--- To do ---
Transcribe each record precisely; images stay out.

#### Data in this exercise

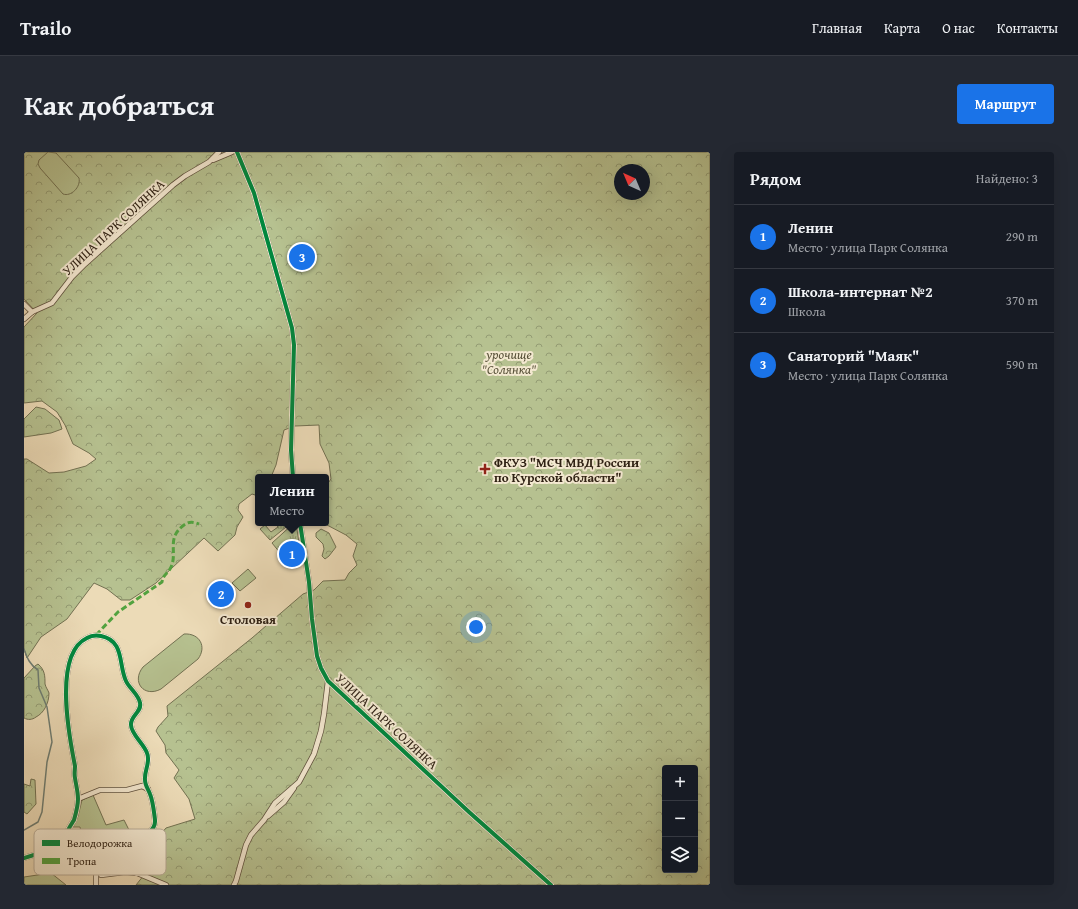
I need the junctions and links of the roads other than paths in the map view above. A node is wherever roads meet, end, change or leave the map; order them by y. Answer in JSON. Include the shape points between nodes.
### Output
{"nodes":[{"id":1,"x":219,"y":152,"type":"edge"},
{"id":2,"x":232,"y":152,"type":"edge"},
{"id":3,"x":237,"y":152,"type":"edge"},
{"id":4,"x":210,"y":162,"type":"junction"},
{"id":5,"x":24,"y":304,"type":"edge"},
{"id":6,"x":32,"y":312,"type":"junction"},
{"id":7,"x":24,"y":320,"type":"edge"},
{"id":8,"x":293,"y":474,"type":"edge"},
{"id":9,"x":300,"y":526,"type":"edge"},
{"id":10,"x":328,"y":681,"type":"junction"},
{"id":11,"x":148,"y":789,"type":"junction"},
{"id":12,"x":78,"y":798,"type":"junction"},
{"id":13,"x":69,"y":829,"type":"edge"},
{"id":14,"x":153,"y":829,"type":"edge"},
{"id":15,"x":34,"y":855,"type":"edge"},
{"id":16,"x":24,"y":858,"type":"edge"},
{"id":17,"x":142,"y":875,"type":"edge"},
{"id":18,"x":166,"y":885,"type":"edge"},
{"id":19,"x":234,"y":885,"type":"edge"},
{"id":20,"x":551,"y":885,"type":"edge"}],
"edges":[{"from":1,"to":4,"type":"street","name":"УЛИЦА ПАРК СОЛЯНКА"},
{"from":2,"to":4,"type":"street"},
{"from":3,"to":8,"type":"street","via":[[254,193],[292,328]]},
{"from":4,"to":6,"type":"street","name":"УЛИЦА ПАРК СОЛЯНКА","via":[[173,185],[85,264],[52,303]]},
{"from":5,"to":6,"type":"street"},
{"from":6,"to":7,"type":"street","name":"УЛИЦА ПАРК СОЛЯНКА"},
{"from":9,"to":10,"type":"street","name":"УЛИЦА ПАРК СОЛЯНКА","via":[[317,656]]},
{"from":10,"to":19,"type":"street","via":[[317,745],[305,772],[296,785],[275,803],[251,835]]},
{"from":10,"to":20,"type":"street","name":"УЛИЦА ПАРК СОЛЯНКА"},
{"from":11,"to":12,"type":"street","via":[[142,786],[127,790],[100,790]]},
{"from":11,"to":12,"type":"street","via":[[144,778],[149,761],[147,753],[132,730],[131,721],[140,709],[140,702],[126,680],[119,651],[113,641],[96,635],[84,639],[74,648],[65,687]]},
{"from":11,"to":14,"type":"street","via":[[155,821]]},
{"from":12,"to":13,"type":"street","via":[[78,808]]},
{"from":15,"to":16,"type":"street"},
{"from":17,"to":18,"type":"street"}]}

########

--- Task answer ---
I need the junctions and links of the roads other than paths in the map view above. A node is wherever roads meet, end, change or leave the map; order them by y. Answer in JSON. Include the shape points between nodes.
### Output
{"nodes":[{"id":1,"x":219,"y":152,"type":"edge"},
{"id":2,"x":232,"y":152,"type":"edge"},
{"id":3,"x":237,"y":152,"type":"edge"},
{"id":4,"x":210,"y":162,"type":"junction"},
{"id":5,"x":24,"y":304,"type":"edge"},
{"id":6,"x":32,"y":312,"type":"junction"},
{"id":7,"x":24,"y":320,"type":"edge"},
{"id":8,"x":293,"y":474,"type":"edge"},
{"id":9,"x":300,"y":526,"type":"edge"},
{"id":10,"x":328,"y":681,"type":"junction"},
{"id":11,"x":148,"y":789,"type":"junction"},
{"id":12,"x":78,"y":798,"type":"junction"},
{"id":13,"x":69,"y":829,"type":"edge"},
{"id":14,"x":153,"y":829,"type":"edge"},
{"id":15,"x":34,"y":855,"type":"edge"},
{"id":16,"x":24,"y":858,"type":"edge"},
{"id":17,"x":142,"y":875,"type":"edge"},
{"id":18,"x":166,"y":885,"type":"edge"},
{"id":19,"x":234,"y":885,"type":"edge"},
{"id":20,"x":551,"y":885,"type":"edge"}],
"edges":[{"from":1,"to":4,"type":"street","name":"УЛИЦА ПАРК СОЛЯНКА"},
{"from":2,"to":4,"type":"street"},
{"from":3,"to":8,"type":"street","via":[[254,193],[292,328]]},
{"from":4,"to":6,"type":"street","name":"УЛИЦА ПАРК СОЛЯНКА","via":[[173,185],[85,264],[52,303]]},
{"from":5,"to":6,"type":"street"},
{"from":6,"to":7,"type":"street","name":"УЛИЦА ПАРК СОЛЯНКА"},
{"from":9,"to":10,"type":"street","name":"УЛИЦА ПАРК СОЛЯНКА","via":[[317,656]]},
{"from":10,"to":19,"type":"street","via":[[317,745],[305,772],[296,785],[275,803],[251,835]]},
{"from":10,"to":20,"type":"street","name":"УЛИЦА ПАРК СОЛЯНКА"},
{"from":11,"to":12,"type":"street","via":[[142,786],[127,790],[100,790]]},
{"from":11,"to":12,"type":"street","via":[[144,778],[149,761],[147,753],[132,730],[131,721],[140,709],[140,702],[126,680],[119,651],[113,641],[96,635],[84,639],[74,648],[65,687]]},
{"from":11,"to":14,"type":"street","via":[[155,821]]},
{"from":12,"to":13,"type":"street","via":[[78,808]]},
{"from":15,"to":16,"type":"street"},
{"from":17,"to":18,"type":"street"}]}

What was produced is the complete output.